Dataset records: Begin
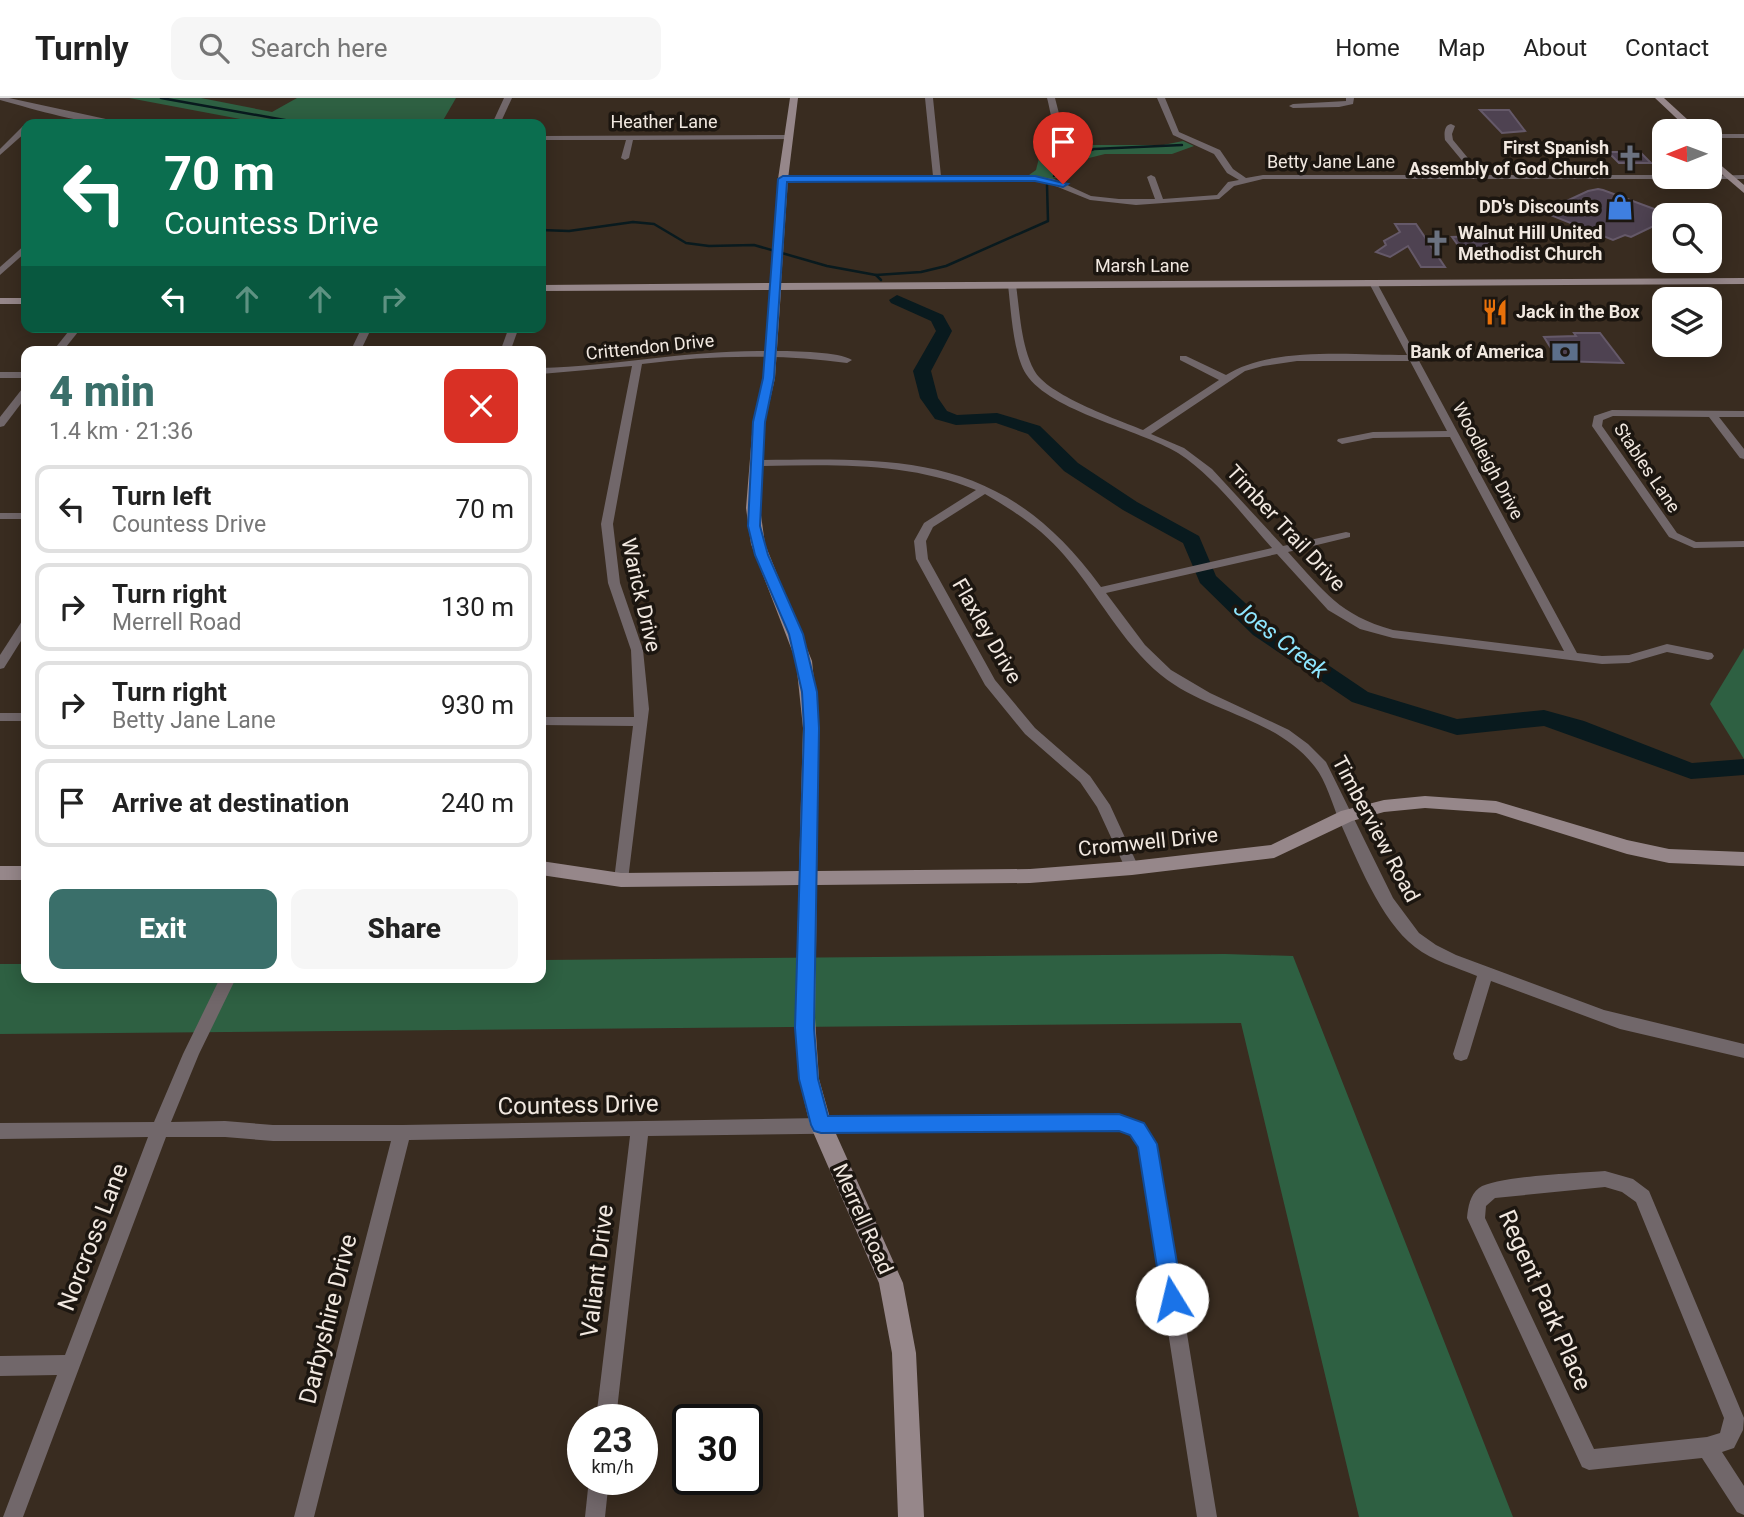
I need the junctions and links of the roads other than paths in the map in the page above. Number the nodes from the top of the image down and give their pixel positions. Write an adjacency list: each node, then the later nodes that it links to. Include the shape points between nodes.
1 (0, 98): 11 (street)
2 (508, 98): 14 (street)
3 (794, 98): 19 (street, Merrell Road)
4 (929, 98): 33 (street)
5 (1051, 98): 24 (street, via 1060,134)
6 (1161, 98): 35 (street, via 1176,133 1217,152 1230,171)
7 (1350, 98): 10 (street, via 1339,105)
8 (1659, 98): 9 (street); 16 (street)
9 (1646, 99): 15 (street)
10 (1293, 106)
11 (55, 112): 12 (street); 13 (street)
12 (44, 117)
13 (96, 119)
14 (498, 119)
15 (1668, 119)
16 (1682, 119)
17 (1451, 126): 31 (street, via 1450,140)
18 (21, 133): 25 (street)
19 (788, 136): 23 (street, Heather Lane); 34 (street, Merrell Road)
20 (1722, 136): 21 (street)
21 (1744, 136)
22 (546, 138): 23 (street, Heather Lane)
23 (631, 138): 27 (street)
24 (1068, 139)
25 (0, 153)
26 (1722, 156): 29 (street)
27 (625, 158)
28 (1722, 170): 32 (street)
29 (1744, 176): 32 (street, Betty Jane Lane)
30 (1151, 177): 38 (street)
31 (1480, 177): 32 (street, Betty Jane Lane); 35 (street, Betty Jane Lane)
32 (1729, 177): 36 (street)
33 (937, 178): 34 (street); 38 (street, via 1049,180 1104,200)
34 (783, 179): 48 (street, Merrell Road)
35 (1243, 179): 37 (street, Betty Jane Lane)
36 (1744, 190)
37 (1219, 197): 38 (street); 39 (street)
38 (1159, 200)
39 (1230, 202)
40 (21, 252): 41 (street)
41 (0, 272)
42 (1744, 281): 43 (street, Marsh Lane)
43 (1652, 286): 44 (street, Marsh Lane); 47 (street, Marsh Lane)
44 (1375, 287): 46 (street, Marsh Lane); 56 (street, Woodleigh Drive)
45 (546, 288): 48 (street, Marsh Lane)
46 (1012, 289): 48 (street, Marsh Lane); 67 (street, Timber Trail Drive, via 1030,372 1043,387)
47 (1744, 289)
48 (775, 290): 51 (street, Marsh Lane); 54 (street, Merrell Road)
49 (0, 292): 50 (street)
50 (21, 292)
51 (546, 296)
52 (0, 301): 53 (street)
53 (21, 301)
54 (771, 356): 57 (street, Crittendon Drive); 58 (street, Crittendon Drive); 71 (street, Merrell Road)
55 (1183, 358): 62 (street)
56 (1414, 358): 62 (street, via 1297,358 1242,369); 68 (street, Woodleigh Drive)
57 (847, 360)
58 (638, 362): 59 (street, Crittendon Drive); 86 (street, Warick Drive, via 607,524 614,583 637,650)
59 (546, 371)
60 (0, 375): 61 (street)
61 (21, 375)
62 (1226, 379): 67 (street)
63 (21, 397): 66 (street)
64 (1711, 413): 65 (street); 70 (street); 76 (street, Stables Lane, via 1612,413 1598,418 1597,426 1673,535 1694,545)
65 (1744, 414)
66 (0, 424)
67 (1144, 433): 77 (street, Timber Trail Drive, via 1180,450 1208,471)
68 (1455, 434): 69 (street, via 1373,435); 80 (street, Woodleigh Drive)
69 (1342, 441)
70 (1744, 456)
71 (757, 463): 72 (street, Timberview Road, via 904,464 963,478); 93 (street, Merrell Road, via 753,508 758,544 796,634 809,692)
72 (985, 489): 78 (street, Timberview Road, via 1054,535); 89 (street, Flaxley Drive, via 928,525 920,541 922,559 990,682 1030,731 1086,779)
73 (0, 516): 74 (street)
74 (21, 516)
75 (1346, 535): 77 (street)
76 (1744, 544)
77 (1280, 550): 78 (street); 80 (street, Timber Trail Drive, via 1332,607 1364,626 1393,634)
78 (1099, 591): 87 (street, Timberview Road, via 1145,652 1168,674 1296,740 1321,765)
79 (21, 632): 82 (street)
80 (1573, 655): 81 (street, Timber Trail Drive, via 1629,659 1667,648)
81 (1708, 656)
82 (0, 665)
83 (0, 717): 84 (street)
84 (21, 717)
85 (546, 721): 86 (street)
86 (640, 722): 94 (street, Warick Drive)
87 (1347, 816): 88 (street, Cromwell Drive, via 1384,806 1456,802 1496,807 1669,856); 89 (street, Cromwell Drive, via 1274,851); 95 (street, Timberview Road, via 1372,870 1416,939)
88 (1744, 859)
89 (1132, 868): 93 (street, Cromwell Drive, via 1030,876)
90 (546, 870): 94 (street, Cromwell Drive)
91 (0, 873): 92 (street)
92 (21, 873)
93 (808, 877): 94 (street, Cromwell Drive); 99 (street, Merrell Road, via 805,1028 809,1079)
94 (621, 880)
95 (1486, 972): 97 (street, Timberview Road, via 1612,1019); 98 (street)
96 (226, 983): 101 (street, Norcross Lane)
97 (1744, 1051)
98 (1461, 1054)
99 (821, 1125): 100 (street, Countess Drive); 113 (street, Merrell Road, via 891,1283 904,1353); 114 (street, Countess Drive, via 1119,1123 1137,1129 1147,1144)
100 (640, 1128): 103 (street, Countess Drive); 106 (street, Valiant Drive)
101 (160, 1129): 102 (street, Countess Drive); 103 (street, Countess Drive); 104 (street, Norcross Lane)
102 (0, 1131)
103 (402, 1133): 111 (street, Darbyshire Drive)
104 (69, 1365): 105 (street); 110 (street, Norcross Lane)
105 (0, 1366)
106 (608, 1404)
107 (1707, 1447): 107 (street, Regent Park Place, via 1589,1460 1476,1218 1476,1205 1483,1195 1492,1190 1605,1178 1627,1185 1643,1197 1734,1418 1727,1441); 109 (street)
108 (597, 1495): 112 (street)
109 (1744, 1505)
110 (13, 1517)
111 (304, 1517)
112 (595, 1517)
113 (911, 1517)
114 (1207, 1517)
Dataset records: End
## Your objective
All entries should be reproduced exactly; no picture belongs in the result.

## Result
I need the junctions and links of the roads other than paths in the map in the page above. Number the nodes from the top of the image down and give their pixel positions. Write an adjacency list: each node, then the later nodes that it links to. Include the shape points between nodes.
1 (0, 98): 11 (street)
2 (508, 98): 14 (street)
3 (794, 98): 19 (street, Merrell Road)
4 (929, 98): 33 (street)
5 (1051, 98): 24 (street, via 1060,134)
6 (1161, 98): 35 (street, via 1176,133 1217,152 1230,171)
7 (1350, 98): 10 (street, via 1339,105)
8 (1659, 98): 9 (street); 16 (street)
9 (1646, 99): 15 (street)
10 (1293, 106)
11 (55, 112): 12 (street); 13 (street)
12 (44, 117)
13 (96, 119)
14 (498, 119)
15 (1668, 119)
16 (1682, 119)
17 (1451, 126): 31 (street, via 1450,140)
18 (21, 133): 25 (street)
19 (788, 136): 23 (street, Heather Lane); 34 (street, Merrell Road)
20 (1722, 136): 21 (street)
21 (1744, 136)
22 (546, 138): 23 (street, Heather Lane)
23 (631, 138): 27 (street)
24 (1068, 139)
25 (0, 153)
26 (1722, 156): 29 (street)
27 (625, 158)
28 (1722, 170): 32 (street)
29 (1744, 176): 32 (street, Betty Jane Lane)
30 (1151, 177): 38 (street)
31 (1480, 177): 32 (street, Betty Jane Lane); 35 (street, Betty Jane Lane)
32 (1729, 177): 36 (street)
33 (937, 178): 34 (street); 38 (street, via 1049,180 1104,200)
34 (783, 179): 48 (street, Merrell Road)
35 (1243, 179): 37 (street, Betty Jane Lane)
36 (1744, 190)
37 (1219, 197): 38 (street); 39 (street)
38 (1159, 200)
39 (1230, 202)
40 (21, 252): 41 (street)
41 (0, 272)
42 (1744, 281): 43 (street, Marsh Lane)
43 (1652, 286): 44 (street, Marsh Lane); 47 (street, Marsh Lane)
44 (1375, 287): 46 (street, Marsh Lane); 56 (street, Woodleigh Drive)
45 (546, 288): 48 (street, Marsh Lane)
46 (1012, 289): 48 (street, Marsh Lane); 67 (street, Timber Trail Drive, via 1030,372 1043,387)
47 (1744, 289)
48 (775, 290): 51 (street, Marsh Lane); 54 (street, Merrell Road)
49 (0, 292): 50 (street)
50 (21, 292)
51 (546, 296)
52 (0, 301): 53 (street)
53 (21, 301)
54 (771, 356): 57 (street, Crittendon Drive); 58 (street, Crittendon Drive); 71 (street, Merrell Road)
55 (1183, 358): 62 (street)
56 (1414, 358): 62 (street, via 1297,358 1242,369); 68 (street, Woodleigh Drive)
57 (847, 360)
58 (638, 362): 59 (street, Crittendon Drive); 86 (street, Warick Drive, via 607,524 614,583 637,650)
59 (546, 371)
60 (0, 375): 61 (street)
61 (21, 375)
62 (1226, 379): 67 (street)
63 (21, 397): 66 (street)
64 (1711, 413): 65 (street); 70 (street); 76 (street, Stables Lane, via 1612,413 1598,418 1597,426 1673,535 1694,545)
65 (1744, 414)
66 (0, 424)
67 (1144, 433): 77 (street, Timber Trail Drive, via 1180,450 1208,471)
68 (1455, 434): 69 (street, via 1373,435); 80 (street, Woodleigh Drive)
69 (1342, 441)
70 (1744, 456)
71 (757, 463): 72 (street, Timberview Road, via 904,464 963,478); 93 (street, Merrell Road, via 753,508 758,544 796,634 809,692)
72 (985, 489): 78 (street, Timberview Road, via 1054,535); 89 (street, Flaxley Drive, via 928,525 920,541 922,559 990,682 1030,731 1086,779)
73 (0, 516): 74 (street)
74 (21, 516)
75 (1346, 535): 77 (street)
76 (1744, 544)
77 (1280, 550): 78 (street); 80 (street, Timber Trail Drive, via 1332,607 1364,626 1393,634)
78 (1099, 591): 87 (street, Timberview Road, via 1145,652 1168,674 1296,740 1321,765)
79 (21, 632): 82 (street)
80 (1573, 655): 81 (street, Timber Trail Drive, via 1629,659 1667,648)
81 (1708, 656)
82 (0, 665)
83 (0, 717): 84 (street)
84 (21, 717)
85 (546, 721): 86 (street)
86 (640, 722): 94 (street, Warick Drive)
87 (1347, 816): 88 (street, Cromwell Drive, via 1384,806 1456,802 1496,807 1669,856); 89 (street, Cromwell Drive, via 1274,851); 95 (street, Timberview Road, via 1372,870 1416,939)
88 (1744, 859)
89 (1132, 868): 93 (street, Cromwell Drive, via 1030,876)
90 (546, 870): 94 (street, Cromwell Drive)
91 (0, 873): 92 (street)
92 (21, 873)
93 (808, 877): 94 (street, Cromwell Drive); 99 (street, Merrell Road, via 805,1028 809,1079)
94 (621, 880)
95 (1486, 972): 97 (street, Timberview Road, via 1612,1019); 98 (street)
96 (226, 983): 101 (street, Norcross Lane)
97 (1744, 1051)
98 (1461, 1054)
99 (821, 1125): 100 (street, Countess Drive); 113 (street, Merrell Road, via 891,1283 904,1353); 114 (street, Countess Drive, via 1119,1123 1137,1129 1147,1144)
100 (640, 1128): 103 (street, Countess Drive); 106 (street, Valiant Drive)
101 (160, 1129): 102 (street, Countess Drive); 103 (street, Countess Drive); 104 (street, Norcross Lane)
102 (0, 1131)
103 (402, 1133): 111 (street, Darbyshire Drive)
104 (69, 1365): 105 (street); 110 (street, Norcross Lane)
105 (0, 1366)
106 (608, 1404)
107 (1707, 1447): 107 (street, Regent Park Place, via 1589,1460 1476,1218 1476,1205 1483,1195 1492,1190 1605,1178 1627,1185 1643,1197 1734,1418 1727,1441); 109 (street)
108 (597, 1495): 112 (street)
109 (1744, 1505)
110 (13, 1517)
111 (304, 1517)
112 (595, 1517)
113 (911, 1517)
114 (1207, 1517)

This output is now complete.